FORTUNE -- The largest auto company in the world was feeling a little stodgy and out of touch. Its traditional customers were aging and it was having trouble attracting younger ones. So the automaker created a new brand and a new division to attract non-traditional shoppers.
The new division fashioned itself as a "different kind of car company." It operated independently from its parent, selling unique models through a separate dealer network and experimenting with new ways of doing business, like no-haggle buying.
That was General Motors' Saturn division, created by CEO Roger Smith in 1983 and shut down in 2009 as GM went into bankruptcy.
Aimed at blocking the rapid growth of import brands, Saturn did succeed in attracting non-GM customers. But it was starved of capital for new products by other GM divisions and never developed a compelling sales proposition. GM gradually eroded Saturn's independence to save money, but Saturn's costs were unmanageable and it never made a profit.
Toyota's (TM) Scion had a similar upbringing. At the beginning of the 21st century, Toyota grew concerned that the median age of its buyers was rising and younger customers were turned off by the Toyota brand. So it created Scion (the word means "descendant" or "heir to") so members of Generation X wouldn't have to drive the same cars their parents did.
In that sense, Scion has been a success. According to Scion vice president Jack Hollis, 71% of Scion buyers are new to Toyota, and 60% go on to purchase another Scion or Toyota vehicle.
But after an initial spurt, Scion has slumped on the sales lot. Now, Toyota is trying to revive the brand with new models and an edgier sales pitch. The first product of the re-launch, the tC sports coupe, arrives on October 1st.
Ever conscious of its image, Scion wants to be even trendier and cooler. It describes its target audience for the tC as "more experimental" and it declares its intention to create a cult around Scion -- to make it an "underground brand."
Going even further, the sports coupe is described as displaying "refined aggression," a term heretofore not associated with Toyota cars.
Toyota has been pushing the envelope with Scion since it opened for business in California in 2003. Scion avoided traditional marketing and associated itself with musicians and artists, sponsoring concerts and art shows. Unlike mainstream brands, cars from Scion were available in only one trim level and customers were invited to customize them with aftermarket accessories.

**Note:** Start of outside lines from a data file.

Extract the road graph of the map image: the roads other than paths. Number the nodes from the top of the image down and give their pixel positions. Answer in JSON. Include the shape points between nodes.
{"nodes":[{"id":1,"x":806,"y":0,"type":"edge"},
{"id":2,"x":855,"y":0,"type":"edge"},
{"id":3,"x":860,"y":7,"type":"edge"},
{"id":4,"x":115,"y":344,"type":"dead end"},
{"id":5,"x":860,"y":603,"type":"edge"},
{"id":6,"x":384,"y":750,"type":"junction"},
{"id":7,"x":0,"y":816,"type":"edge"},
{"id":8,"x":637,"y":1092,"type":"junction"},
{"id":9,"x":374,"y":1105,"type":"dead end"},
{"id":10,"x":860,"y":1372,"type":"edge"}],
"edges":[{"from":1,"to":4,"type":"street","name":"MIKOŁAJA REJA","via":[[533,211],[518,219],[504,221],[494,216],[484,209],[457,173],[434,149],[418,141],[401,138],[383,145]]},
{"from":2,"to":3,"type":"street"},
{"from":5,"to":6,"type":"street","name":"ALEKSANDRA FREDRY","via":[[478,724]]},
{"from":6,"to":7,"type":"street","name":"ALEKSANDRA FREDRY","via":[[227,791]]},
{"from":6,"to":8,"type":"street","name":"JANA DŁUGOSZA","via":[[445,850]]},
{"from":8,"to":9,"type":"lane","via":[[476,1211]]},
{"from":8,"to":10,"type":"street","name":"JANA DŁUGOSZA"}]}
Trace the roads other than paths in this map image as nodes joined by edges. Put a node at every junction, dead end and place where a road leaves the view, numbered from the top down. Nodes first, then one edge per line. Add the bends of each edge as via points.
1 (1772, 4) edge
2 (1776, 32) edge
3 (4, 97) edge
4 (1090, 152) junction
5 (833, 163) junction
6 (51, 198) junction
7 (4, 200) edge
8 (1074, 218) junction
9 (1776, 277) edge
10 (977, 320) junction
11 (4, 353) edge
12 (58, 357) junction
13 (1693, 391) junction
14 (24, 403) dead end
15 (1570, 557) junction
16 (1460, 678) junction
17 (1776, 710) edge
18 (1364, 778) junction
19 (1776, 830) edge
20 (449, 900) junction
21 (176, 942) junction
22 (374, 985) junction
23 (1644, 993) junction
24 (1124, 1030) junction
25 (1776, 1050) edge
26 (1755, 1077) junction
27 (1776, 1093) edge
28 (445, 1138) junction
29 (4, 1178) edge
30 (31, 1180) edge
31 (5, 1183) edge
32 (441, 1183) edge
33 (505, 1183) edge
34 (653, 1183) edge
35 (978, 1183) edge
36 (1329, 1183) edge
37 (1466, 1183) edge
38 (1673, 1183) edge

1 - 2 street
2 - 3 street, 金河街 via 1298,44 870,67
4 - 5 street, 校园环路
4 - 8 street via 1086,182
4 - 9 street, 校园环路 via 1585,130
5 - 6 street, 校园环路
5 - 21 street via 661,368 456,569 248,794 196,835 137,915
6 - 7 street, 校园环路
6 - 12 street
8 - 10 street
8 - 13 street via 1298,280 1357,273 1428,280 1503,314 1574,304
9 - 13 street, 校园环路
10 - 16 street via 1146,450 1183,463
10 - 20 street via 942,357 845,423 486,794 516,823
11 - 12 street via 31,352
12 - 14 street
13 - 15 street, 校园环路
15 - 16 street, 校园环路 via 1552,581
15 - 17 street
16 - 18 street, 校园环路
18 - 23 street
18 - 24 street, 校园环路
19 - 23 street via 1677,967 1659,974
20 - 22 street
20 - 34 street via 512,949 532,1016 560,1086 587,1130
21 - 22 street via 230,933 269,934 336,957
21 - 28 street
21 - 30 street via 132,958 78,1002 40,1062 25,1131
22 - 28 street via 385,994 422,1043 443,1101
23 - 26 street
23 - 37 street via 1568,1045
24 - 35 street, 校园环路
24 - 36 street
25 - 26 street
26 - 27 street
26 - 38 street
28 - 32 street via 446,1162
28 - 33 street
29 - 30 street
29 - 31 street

The first three models were, by turns, edgy (the xB), cute (the tC) and exotic (xA). But they all were fresh and inexpensive, and they sold well. In 2006, 173,000 Scions found customers and most were, in fact, young. With a median age of 37, Scion buyers were the youngest in the industry.
Scion stayed a bit aloof. It declared that its models would be produced in limited editions, like, say, lithographs. When supplies of a particular model were exhausted, the company wouldn't produce any more. It worried about becoming popular because that would be uncool.
"If we make Scion too commercially successful, we'll threaten what makes it valuable to the company," declared Scion's founding vice president Jim Farley (who later moved on to Ford).
But as GM did with Saturn, Toyota allowed the Scion product line to age -- with predictable consequences for a brand that aimed at picky young buyers and saw itself as trendy. Sales peaked at 173,000 in 2006 and began to slide, reaching 57,961 in 2009.
Unlike GM, Toyota has the financial wherewithal to keep Scion alive. But Toyota is trying to fix Scion while facing a strong head wind: the strengthening Japanese yen.
All Scions are built in Japan, and the yen has appreciated by nearly a third against the dollar since 2007, boosting production costs and squeezing already skinny margins on profit-slim subcompacts even tighter.
The arrival of the tC will give the Scion brand a boost. It is considered the mainstay of the Scion lineup and accounts for 41% of all Scion vehicles on the road.
Buyers of the tC are also the brand's youngest -- astonishingly young for a car that costs nearly $20,000. At a time when it is difficult for even experienced workers to find a job, Toyota says the median tC buyer is only 26 years old.
Hollis predicts that the tC and an unidentified fourth model will bring Scion sales back to 100,000 by 2011.
But it takes a continuous flow of new products to keep a brand alive. GM didn't realize that until 2007, when it belatedly began to rebadge Opels for sale as Saturns. That was too late to save Roger Smith's bold experiment. Toyota watchers will be following Scion closely to see if it can avoid the same fate.